### [Directions]
If a line below contains the string "roads", return that line.

════════════════════

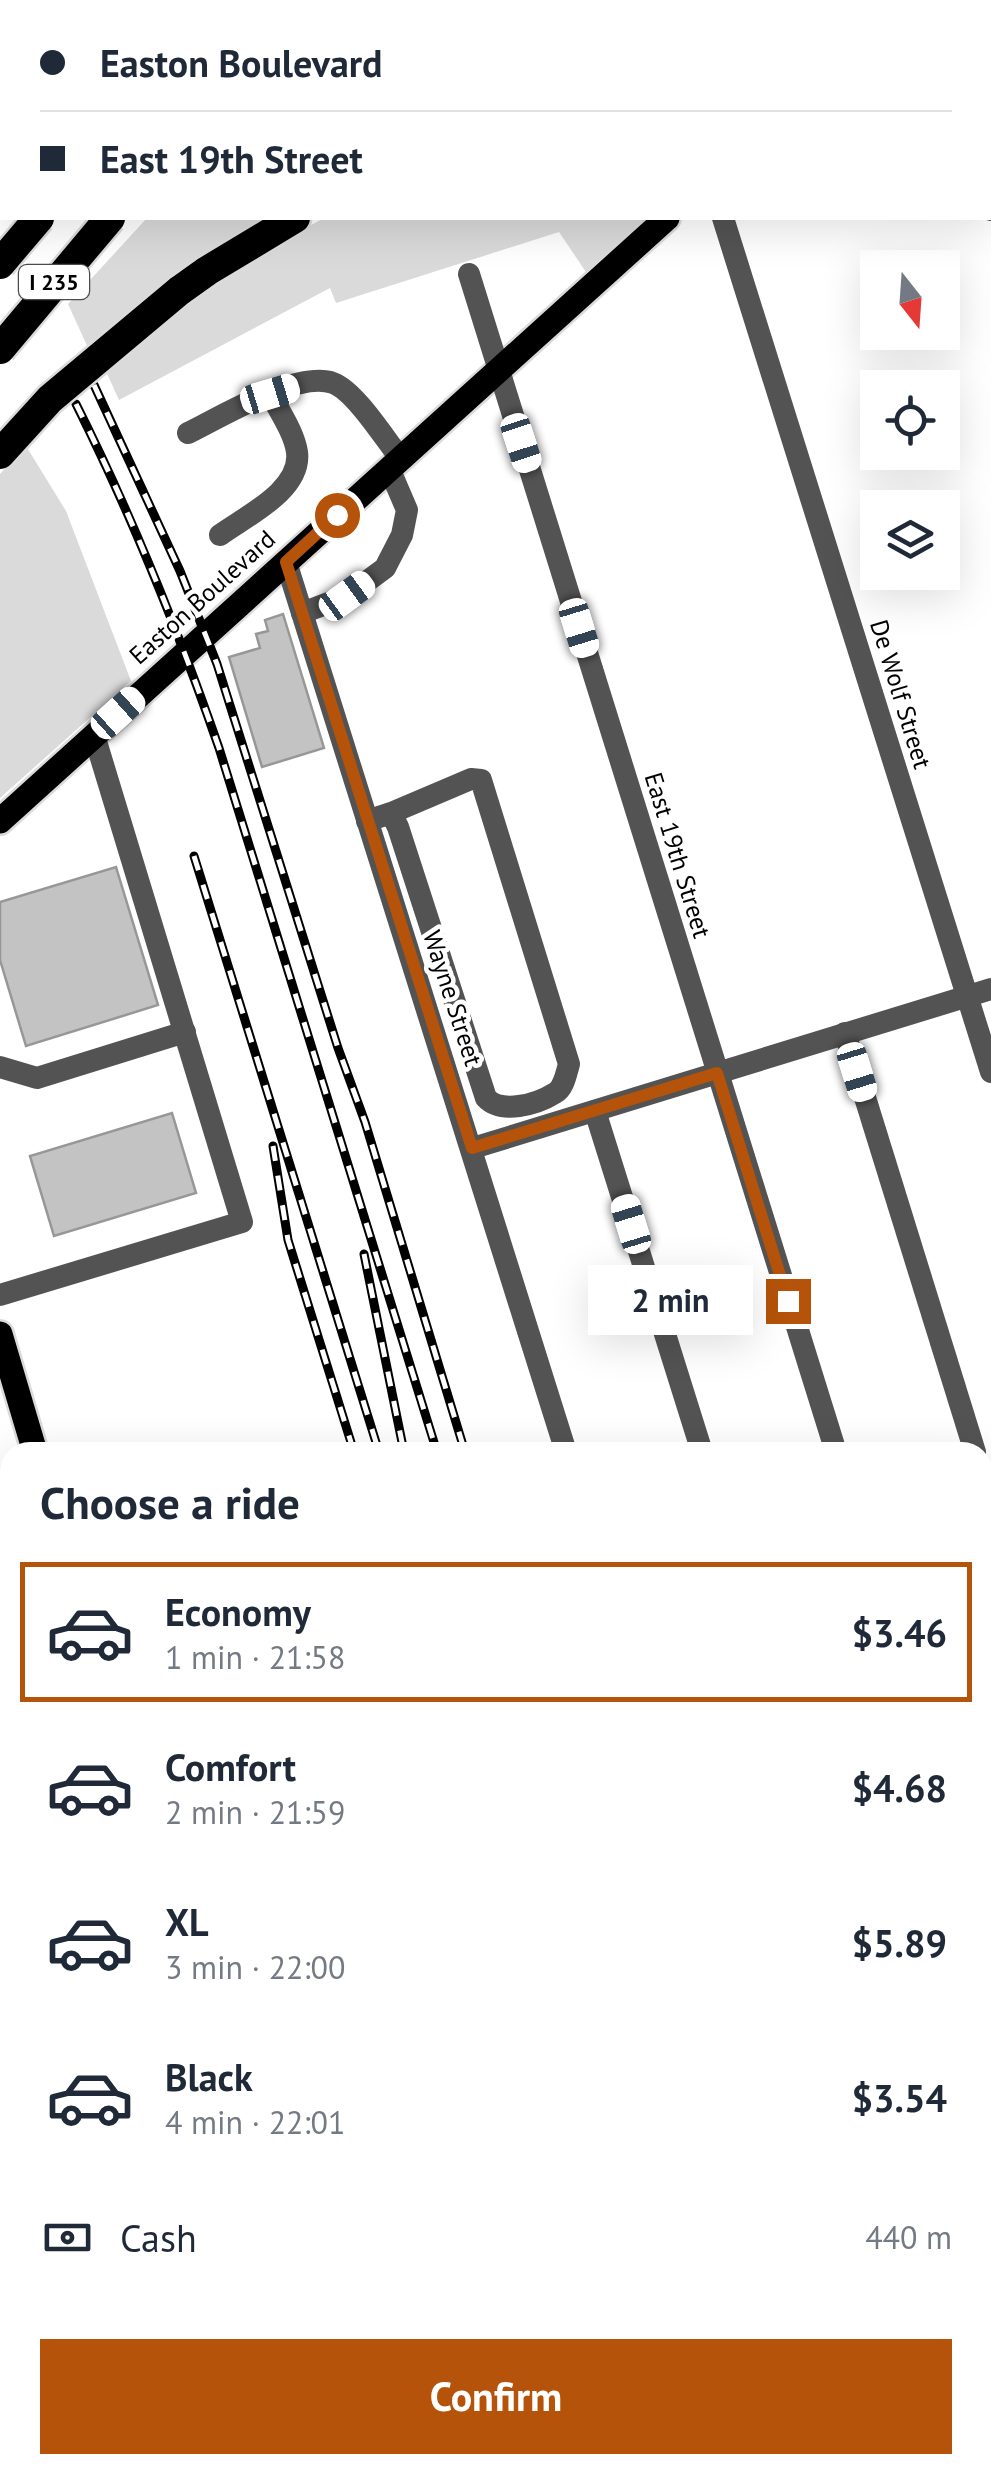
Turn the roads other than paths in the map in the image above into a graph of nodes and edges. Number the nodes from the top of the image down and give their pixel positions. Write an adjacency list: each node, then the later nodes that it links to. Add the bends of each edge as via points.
1 (24, 220): 7 (highway)
2 (38, 220): 8 (highway, I 235, bridge)
3 (108, 220): 10 (highway, I 235, bridge)
4 (293, 220): 14 (highway, bridge, via 178,292 50,400)
5 (665, 220): 11 (main road, Easton Boulevard)
6 (724, 220): 24 (street, De Wolf Street)
7 (0, 242)
8 (0, 264)
9 (469, 274): 11 (street, East 19th Street)
10 (0, 349)
11 (498, 369): 15 (main road, Easton Boulevard); 29 (street, East 19th Street)
12 (270, 394): 13 (street); 15 (street, via 313,380 334,383 356,403); 16 (street, via 292,437 295,472 280,492)
13 (188, 433)
14 (0, 454)
15 (394, 463): 17 (main road, Easton Boulevard); 18 (street, via 408,510 385,568 347,596)
16 (220, 536)
17 (286, 562): 18 (street, Wayne Street); 19 (main road, Easton Boulevard)
18 (302, 612): 22 (street, Wayne Street)
19 (94, 735): 21 (main road, Easton Boulevard); 25 (street)
20 (391, 813): 20 (street, via 486,1098 506,1109 556,1093 569,1064 481,780); 22 (street)
21 (0, 821)
22 (367, 821): 31 (street, Wayne Street)
23 (991, 989): 24 (street)
24 (968, 996): 26 (street); 28 (street, De Wolf Street)
25 (184, 1032): 27 (street, via 37,1078); 32 (street, via 242,1222)
26 (846, 1034): 29 (street); 38 (street)
27 (0, 1067)
28 (991, 1072)
29 (717, 1073): 30 (street); 37 (street, East 19th Street)
30 (595, 1110): 31 (street); 36 (street)
31 (472, 1148): 35 (street, Wayne Street)
32 (0, 1295)
33 (0, 1334): 34 (main road)
34 (33, 1442)
35 (563, 1442)
36 (699, 1442)
37 (833, 1442)
38 (972, 1442)

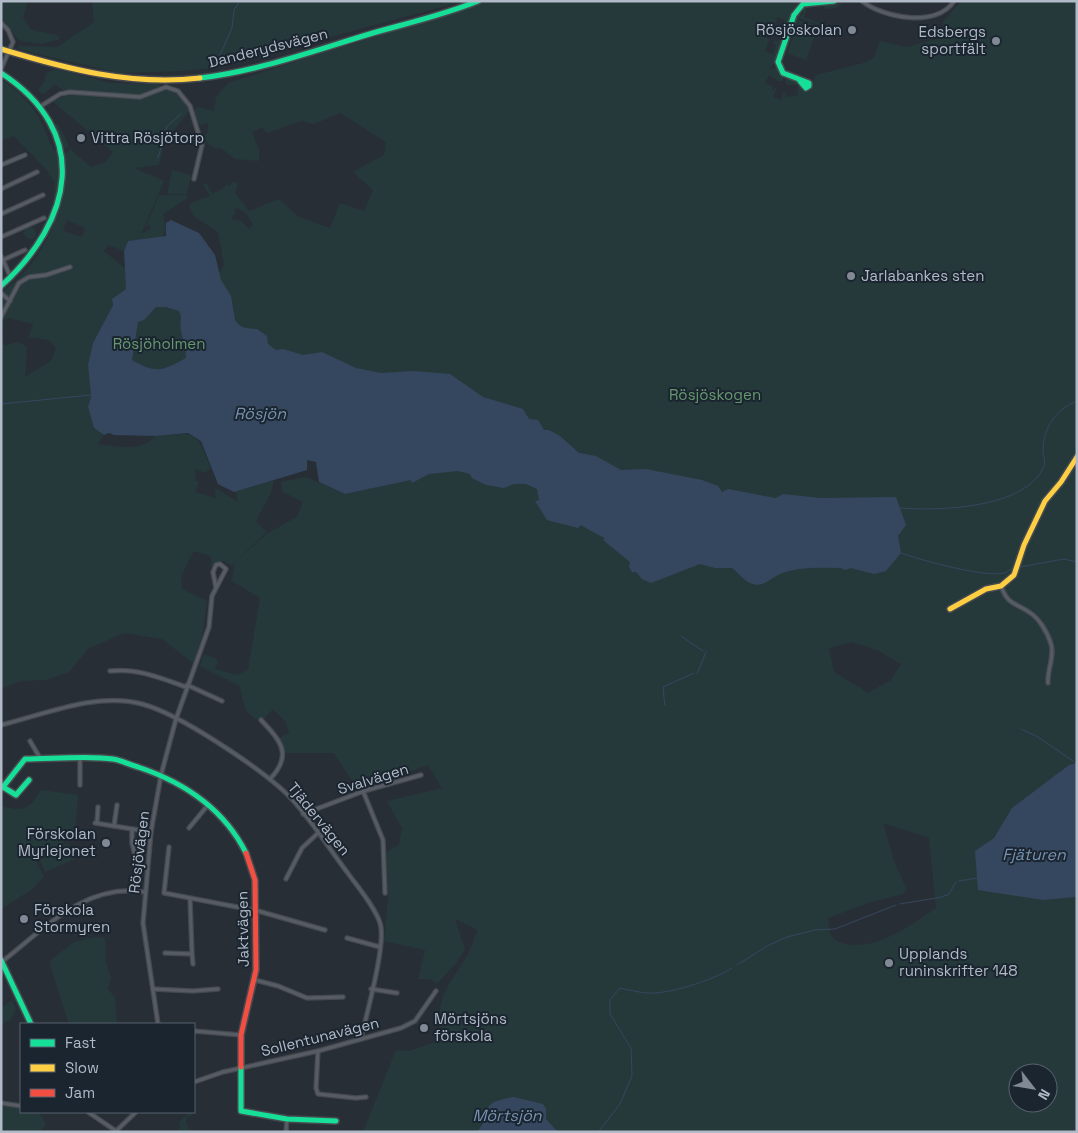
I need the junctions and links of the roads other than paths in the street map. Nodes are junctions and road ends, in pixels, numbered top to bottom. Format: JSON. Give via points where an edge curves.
{"nodes":[{"id":1,"x":478,"y":1,"type":"edge"},
{"id":2,"x":834,"y":1,"type":"edge"},
{"id":3,"x":862,"y":1,"type":"edge"},
{"id":4,"x":954,"y":1,"type":"edge"},
{"id":5,"x":1,"y":23,"type":"edge"},
{"id":6,"x":1,"y":49,"type":"edge"},
{"id":7,"x":10,"y":52,"type":"junction"},
{"id":8,"x":1,"y":71,"type":"edge"},
{"id":9,"x":800,"y":81,"type":"dead end"},
{"id":10,"x":41,"y":106,"type":"junction"},
{"id":11,"x":25,"y":155,"type":"dead end"},
{"id":12,"x":1,"y":165,"type":"edge"},
{"id":13,"x":37,"y":172,"type":"dead end"},
{"id":14,"x":194,"y":179,"type":"dead end"},
{"id":15,"x":1,"y":188,"type":"edge"},
{"id":16,"x":43,"y":195,"type":"dead end"},
{"id":17,"x":1,"y":214,"type":"edge"},
{"id":18,"x":44,"y":218,"type":"dead end"},
{"id":19,"x":1,"y":237,"type":"edge"},
{"id":20,"x":25,"y":250,"type":"dead end"},
{"id":21,"x":2,"y":258,"type":"edge"},
{"id":22,"x":70,"y":267,"type":"dead end"},
{"id":23,"x":11,"y":279,"type":"junction"},
{"id":24,"x":1,"y":286,"type":"edge"},
{"id":25,"x":1,"y":293,"type":"edge"},
{"id":26,"x":10,"y":301,"type":"junction"},
{"id":27,"x":1,"y":317,"type":"edge"},
{"id":28,"x":1077,"y":457,"type":"edge"},
{"id":29,"x":1001,"y":586,"type":"junction"},
{"id":30,"x":216,"y":588,"type":"junction"},
{"id":31,"x":950,"y":609,"type":"dead end"},
{"id":32,"x":110,"y":671,"type":"dead end"},
{"id":33,"x":1048,"y":683,"type":"dead end"},
{"id":34,"x":187,"y":686,"type":"junction"},
{"id":35,"x":222,"y":701,"type":"dead end"},
{"id":36,"x":176,"y":719,"type":"junction"},
{"id":37,"x":261,"y":720,"type":"dead end"},
{"id":38,"x":1,"y":725,"type":"edge"},
{"id":39,"x":30,"y":741,"type":"dead end"},
{"id":40,"x":40,"y":758,"type":"junction"},
{"id":41,"x":80,"y":760,"type":"junction"},
{"id":42,"x":161,"y":775,"type":"junction"},
{"id":43,"x":421,"y":775,"type":"dead end"},
{"id":44,"x":270,"y":779,"type":"junction"},
{"id":45,"x":28,"y":780,"type":"dead end"},
{"id":46,"x":80,"y":785,"type":"dead end"},
{"id":47,"x":363,"y":791,"type":"junction"},
{"id":48,"x":117,"y":804,"type":"dead end"},
{"id":49,"x":208,"y":805,"type":"junction"},
{"id":50,"x":98,"y":807,"type":"dead end"},
{"id":51,"x":303,"y":814,"type":"junction"},
{"id":52,"x":114,"y":826,"type":"junction"},
{"id":53,"x":132,"y":828,"type":"junction"},
{"id":54,"x":190,"y":828,"type":"dead end"},
{"id":55,"x":151,"y":832,"type":"junction"},
{"id":56,"x":317,"y":834,"type":"junction"},
{"id":57,"x":169,"y":848,"type":"dead end"},
{"id":58,"x":138,"y":856,"type":"dead end"},
{"id":59,"x":286,"y":879,"type":"dead end"},
{"id":60,"x":144,"y":892,"type":"junction"},
{"id":61,"x":385,"y":893,"type":"dead end"},
{"id":62,"x":190,"y":898,"type":"junction"},
{"id":63,"x":254,"y":910,"type":"junction"},
{"id":64,"x":324,"y":930,"type":"dead end"},
{"id":65,"x":346,"y":938,"type":"dead end"},
{"id":66,"x":380,"y":947,"type":"junction"},
{"id":67,"x":165,"y":953,"type":"dead end"},
{"id":68,"x":192,"y":954,"type":"junction"},
{"id":69,"x":2,"y":961,"type":"edge"},
{"id":70,"x":193,"y":964,"type":"dead end"},
{"id":71,"x":255,"y":980,"type":"junction"},
{"id":72,"x":153,"y":989,"type":"junction"},
{"id":73,"x":218,"y":989,"type":"dead end"},
{"id":74,"x":372,"y":989,"type":"junction"},
{"id":75,"x":436,"y":991,"type":"dead end"},
{"id":76,"x":397,"y":993,"type":"dead end"},
{"id":77,"x":343,"y":997,"type":"dead end"},
{"id":78,"x":31,"y":1023,"type":"edge"},
{"id":79,"x":158,"y":1023,"type":"edge"},
{"id":80,"x":195,"y":1031,"type":"edge"},
{"id":81,"x":241,"y":1036,"type":"junction"},
{"id":82,"x":361,"y":1038,"type":"junction"},
{"id":83,"x":318,"y":1051,"type":"junction"},
{"id":84,"x":242,"y":1067,"type":"junction"},
{"id":85,"x":195,"y":1082,"type":"edge"},
{"id":86,"x":366,"y":1097,"type":"dead end"},
{"id":87,"x":1,"y":1103,"type":"edge"},
{"id":88,"x":20,"y":1106,"type":"edge"},
{"id":89,"x":89,"y":1113,"type":"edge"},
{"id":90,"x":135,"y":1113,"type":"edge"},
{"id":91,"x":287,"y":1119,"type":"junction"},
{"id":92,"x":336,"y":1121,"type":"dead end"},
{"id":93,"x":115,"y":1131,"type":"edge"},
{"id":94,"x":286,"y":1132,"type":"edge"}],
"edges":[{"from":1,"to":7,"type":"street","name":"Danderydsvägen","via":[[239,71],[188,79],[152,81],[91,74]]},
{"from":2,"to":9,"type":"street","via":[[803,4],[794,15],[778,62],[783,73]]},
{"from":3,"to":4,"type":"street","via":[[881,11],[930,18],[942,14]]},
{"from":5,"to":7,"type":"street","via":[[11,37]]},
{"from":6,"to":7,"type":"street","name":"Danderydsvägen"},
{"from":7,"to":8,"type":"street"},
{"from":8,"to":10,"type":"street"},
{"from":10,"to":14,"type":"street","via":[[60,94],[70,92],[140,97],[166,87],[178,91],[190,106],[202,145]]},
{"from":10,"to":23,"type":"street","via":[[60,141],[61,189],[42,242]]},
{"from":11,"to":12,"type":"street"},
{"from":13,"to":15,"type":"street"},
{"from":16,"to":17,"type":"street"},
{"from":18,"to":19,"type":"street"},
{"from":20,"to":21,"type":"street"},
{"from":21,"to":23,"type":"street"},
{"from":22,"to":26,"type":"street","via":[[46,276],[29,277],[20,283]]},
{"from":23,"to":24,"type":"street"},
{"from":25,"to":26,"type":"street"},
{"from":26,"to":27,"type":"street"},
{"from":28,"to":29,"type":"street","via":[[1046,502],[1024,545],[1016,573]]},
{"from":29,"to":31,"type":"street","via":[[986,589]]},
{"from":29,"to":33,"type":"street","via":[[1013,605],[1029,612],[1046,632],[1052,652]]},
{"from":30,"to":30,"type":"street","name":"Rösjövägen","via":[[226,569],[220,564],[216,565],[214,572]]},
{"from":30,"to":34,"type":"street","name":"Rösjövägen","via":[[212,596],[209,627]]},
{"from":32,"to":34,"type":"street","via":[[126,669]]},
{"from":34,"to":35,"type":"street"},
{"from":34,"to":36,"type":"street","name":"Rösjövägen"},
{"from":36,"to":38,"type":"street","name":"Tjädervägen","via":[[142,704],[118,701],[92,702]]},
{"from":36,"to":42,"type":"street","name":"Rösjövägen"},
{"from":36,"to":44,"type":"street","name":"Tjädervägen"},
{"from":37,"to":44,"type":"street","via":[[282,746],[279,770]]},
{"from":39,"to":40,"type":"street"},
{"from":40,"to":41,"type":"street","name":"Jaktvägen"},
{"from":40,"to":45,"type":"street","name":"Jaktvägen","via":[[25,759],[3,787],[16,795]]},
{"from":41,"to":42,"type":"street","name":"Jaktvägen","via":[[113,759]]},
{"from":41,"to":46,"type":"street"},
{"from":42,"to":49,"type":"street","name":"Jaktvägen"},
{"from":42,"to":55,"type":"street","name":"Rösjövägen"},
{"from":43,"to":47,"type":"street","name":"Svalvägen"},
{"from":44,"to":51,"type":"street","name":"Tjädervägen"},
{"from":47,"to":51,"type":"street","name":"Svalvägen"},
{"from":47,"to":61,"type":"street","via":[[383,840]]},
{"from":48,"to":52,"type":"street"},
{"from":49,"to":54,"type":"street"},
{"from":49,"to":63,"type":"street","name":"Jaktvägen","via":[[230,826],[250,861]]},
{"from":50,"to":52,"type":"street","via":[[96,823]]},
{"from":51,"to":56,"type":"street","name":"Tjädervägen"},
{"from":52,"to":53,"type":"street"},
{"from":53,"to":55,"type":"street"},
{"from":53,"to":58,"type":"street","via":[[132,843]]},
{"from":55,"to":60,"type":"street","name":"Rösjövägen"},
{"from":56,"to":59,"type":"street","via":[[302,848]]},
{"from":56,"to":66,"type":"street","name":"Tjädervägen","via":[[363,894],[380,923]]},
{"from":57,"to":62,"type":"street","via":[[164,893]]},
{"from":60,"to":69,"type":"street","via":[[122,890],[92,896]]},
{"from":60,"to":72,"type":"street","name":"Rösjövägen","via":[[143,923]]},
{"from":62,"to":63,"type":"street"},
{"from":62,"to":68,"type":"street"},
{"from":63,"to":64,"type":"street"},
{"from":63,"to":71,"type":"street","name":"Jaktvägen"},
{"from":65,"to":66,"type":"street"},
{"from":66,"to":74,"type":"street","name":"Tjädervägen"},
{"from":67,"to":68,"type":"street"},
{"from":68,"to":70,"type":"street"},
{"from":69,"to":78,"type":"street"},
{"from":71,"to":77,"type":"street","via":[[308,998]]},
{"from":71,"to":81,"type":"street","name":"Jaktvägen"},
{"from":72,"to":73,"type":"street"},
{"from":72,"to":79,"type":"street","name":"Rösjövägen"},
{"from":74,"to":76,"type":"street"},
{"from":74,"to":82,"type":"street","name":"Tjädervägen"},
{"from":75,"to":82,"type":"street","name":"Sollentunavägen","via":[[415,1022]]},
{"from":80,"to":81,"type":"street"},
{"from":81,"to":84,"type":"street","name":"Jaktvägen"},
{"from":82,"to":83,"type":"street","name":"Sollentunavägen"},
{"from":83,"to":84,"type":"street","name":"Sollentunavägen"},
{"from":83,"to":86,"type":"street","via":[[318,1094]]},
{"from":84,"to":85,"type":"street","name":"Sollentunavägen"},
{"from":84,"to":91,"type":"street","name":"Jaktvägen","via":[[241,1111]]},
{"from":87,"to":88,"type":"street"},
{"from":89,"to":93,"type":"street"},
{"from":90,"to":93,"type":"street"},
{"from":91,"to":92,"type":"street"},
{"from":91,"to":94,"type":"street"}]}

════════════════════

### [Answer]
Turn the roads other than paths in the map in the image above into a graph of nodes and edges. Number the nodes from the top of the image down and give their pixel positions. Write an adjacency list: each node, then the later nodes that it links to. Add the bends of each edge as via points.
I need the junctions and links of the roads other than paths in the street map. Nodes are junctions and road ends, in pixels, numbered top to bottom. Format: JSON. Give via points where an edge curves.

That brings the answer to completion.